What is WRONG with you? How is keeping your child going to hinder you from finding someone that really loves you? Do you realize how ridiculous that sounds??? If someone REALLLY LOVED you they would love EVERYTHING about you, with or without a baby! And finally.... You shouldn't have slept with him in the first place! He SAID he loved you to get you into the sack! Duh! Make a man WAIT that will be a big test of how he loves you. And no matter what the child you have will always love you far more than any man ever could and you will realize that you will love your child far more than you could ever love a man.

 

April - February 8

Joni you've got a great att_tude.

 

pammy - February 9

trudy is right. get with it joni!

 

To LonelyTears - February 9

You of all people should not be giving advice about this. You post "Questions on Government a__sistance" You don't want to list the father on your child's birth certificate because you don't want to deal with him.
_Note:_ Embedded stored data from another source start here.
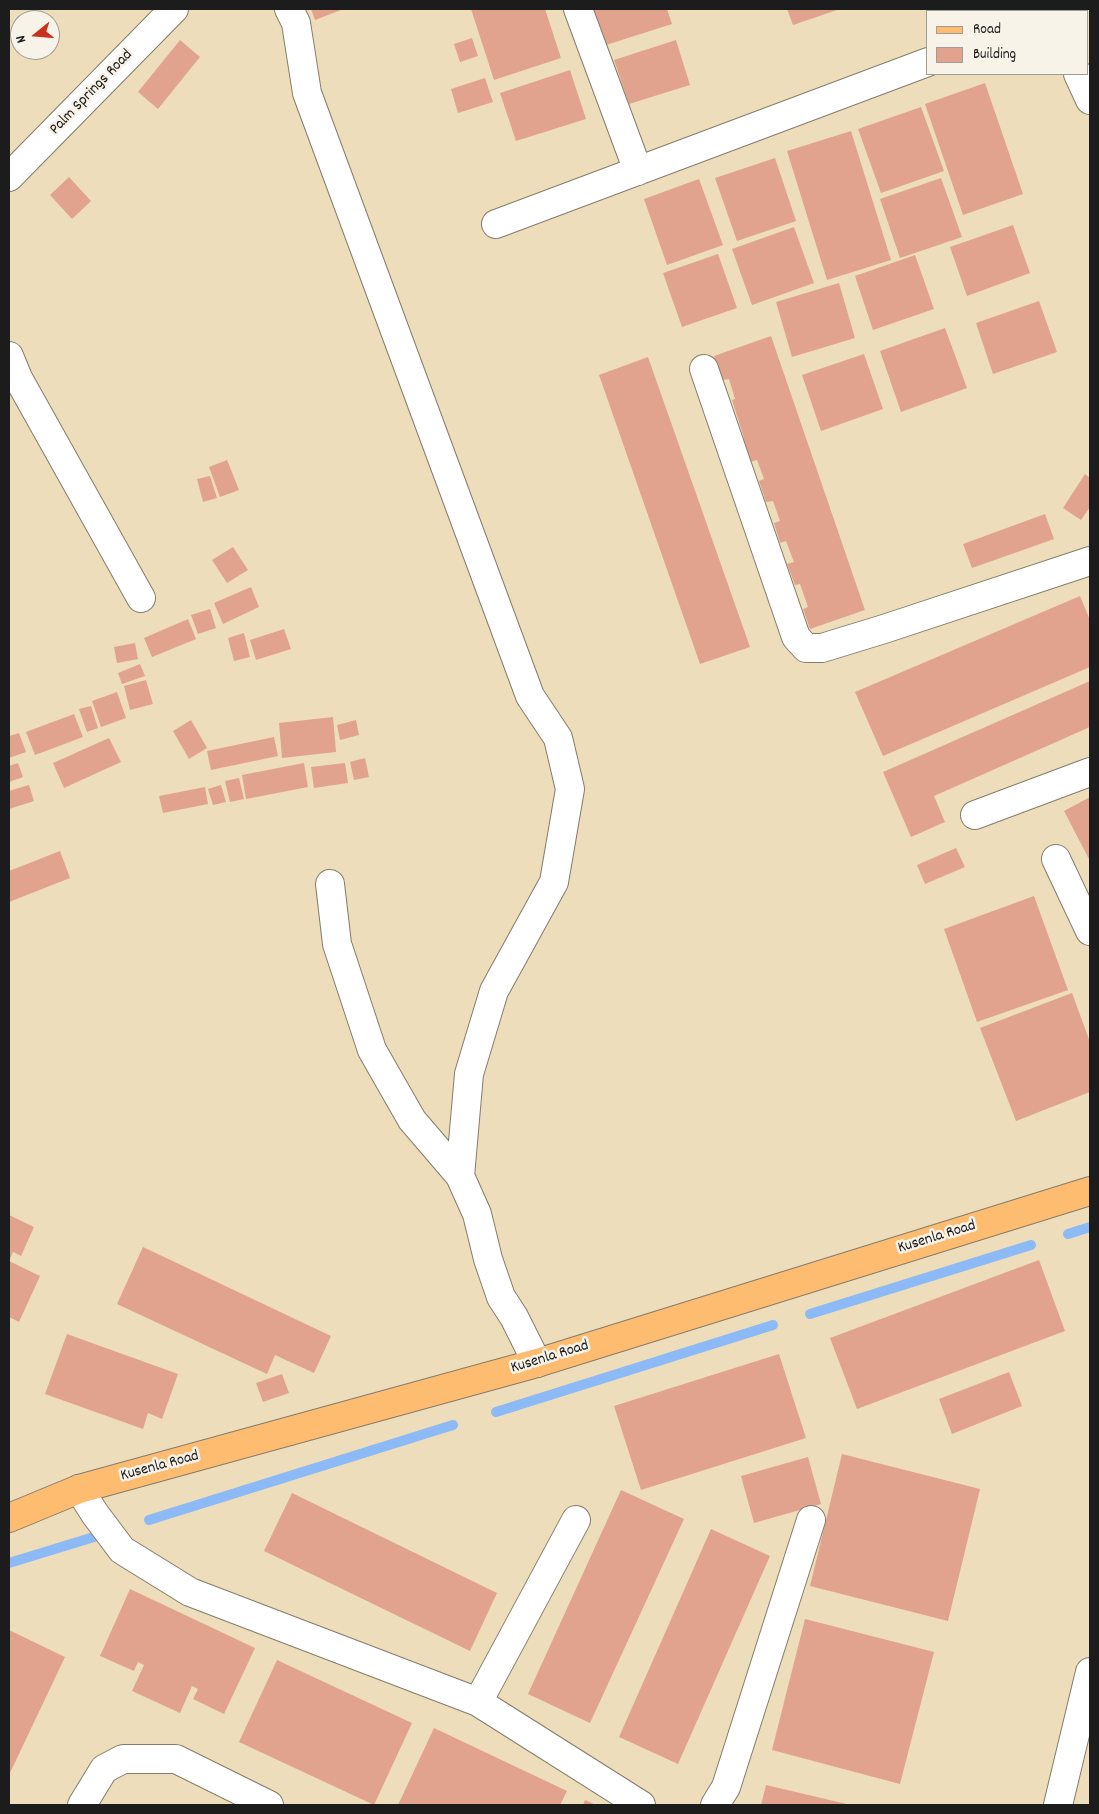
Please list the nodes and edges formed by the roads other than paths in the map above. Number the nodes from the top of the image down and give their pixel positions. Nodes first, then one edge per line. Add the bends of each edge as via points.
1 (174, 9) edge
2 (289, 9) edge
3 (578, 9) edge
4 (926, 63) edge
5 (1078, 75) edge
6 (1090, 100) edge
7 (638, 171) junction
8 (9, 178) edge
9 (496, 224) dead end
10 (9, 356) edge
11 (704, 369) dead end
12 (1090, 561) edge
13 (141, 598) dead end
14 (1090, 772) edge
15 (975, 815) dead end
16 (1056, 859) dead end
17 (330, 884) dead end
18 (1090, 931) edge
19 (460, 1176) junction
20 (1090, 1191) edge
21 (537, 1363) junction
22 (79, 1489) junction
23 (9, 1518) edge
24 (576, 1520) dead end
25 (812, 1520) dead end
26 (1090, 1672) edge
27 (478, 1702) junction
28 (1086, 1708) edge
29 (82, 1805) edge
30 (269, 1805) edge
31 (641, 1805) edge
32 (715, 1805) edge
33 (1058, 1805) edge

1 - 8 street, Palm Springs Road
2 - 19 street via 296,23 307,94 530,696 558,738 570,789 554,882 494,991 469,1074
3 - 7 street
4 - 7 street
5 - 6 street
7 - 9 street
10 - 13 street
11 - 12 street via 796,637 806,648 822,648
14 - 15 street
16 - 18 street
17 - 19 street via 337,944 372,1050 412,1120
19 - 21 street via 477,1214 501,1297
20 - 21 main road, Kusenla Road
21 - 22 main road, Kusenla Road
22 - 23 main road, Kusenla Road
22 - 27 street via 122,1550 190,1592
24 - 27 street
25 - 32 street via 726,1787
26 - 28 street
27 - 31 street
28 - 33 street
29 - 30 street via 104,1769 123,1759 176,1759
But yet you tell this girl he is legally obligated to compensate her. Take your own advice you idiot!!!

 

PLEASE READ (Trudy&others) - February 9

I am not saying mMY CHILD WILL KEEP ME FROM HAPPINESS!!!!!!!!!!!!!!!!!!!! Trying to be a couple with the father was what I was referring to, and I would appreciate it in the future if you would refrain from making judgements about my intelligence level. It's a little too late for I never should have slept with him, don't act like you have never believe a lie before, you are not better than me and I do not appreciate your att_tude

 

Joni - February 9

I found out today that I am about 11 weeks along and my baby will be due sometime near my own birthday!! Meanwhile, daddy is still angling for the abortion, he doesn't know how far along I am though, I don't really like talking to him anymore. I am not sure how much contact I should have with him. And these are the joys of single motherhood!

 

Trudy - February 9

"Part of me wants us to be together so we can be strong for our child, but in my heart I feel like that would cheat me of my chance of finding someone I truly love and truly loves me." You post a question on an open forum. You want different opinions. You got different opinions. I'm sure you are a very smart girl, don't feel insecure about your own intelligence. I'm so sorry you feel that way.

 

heather - February 19

we first of all just cause you are having a child does not mean that you need to be with the father to be strong for your child. and it sounds like it would be harder to be with him then to be alone. but don't deny him the right to be involved. just be honest and let him makes the moves to be involved. and you be strong and take it easy. there are lots of pregnancy counslers and they can help you with tons of things from clothes for you and baby to funding and daycare. so check that out and just keep your head up. but don't let him treat you wrong. because guy do what they know they can get away with. so set your expectations... and stick to them.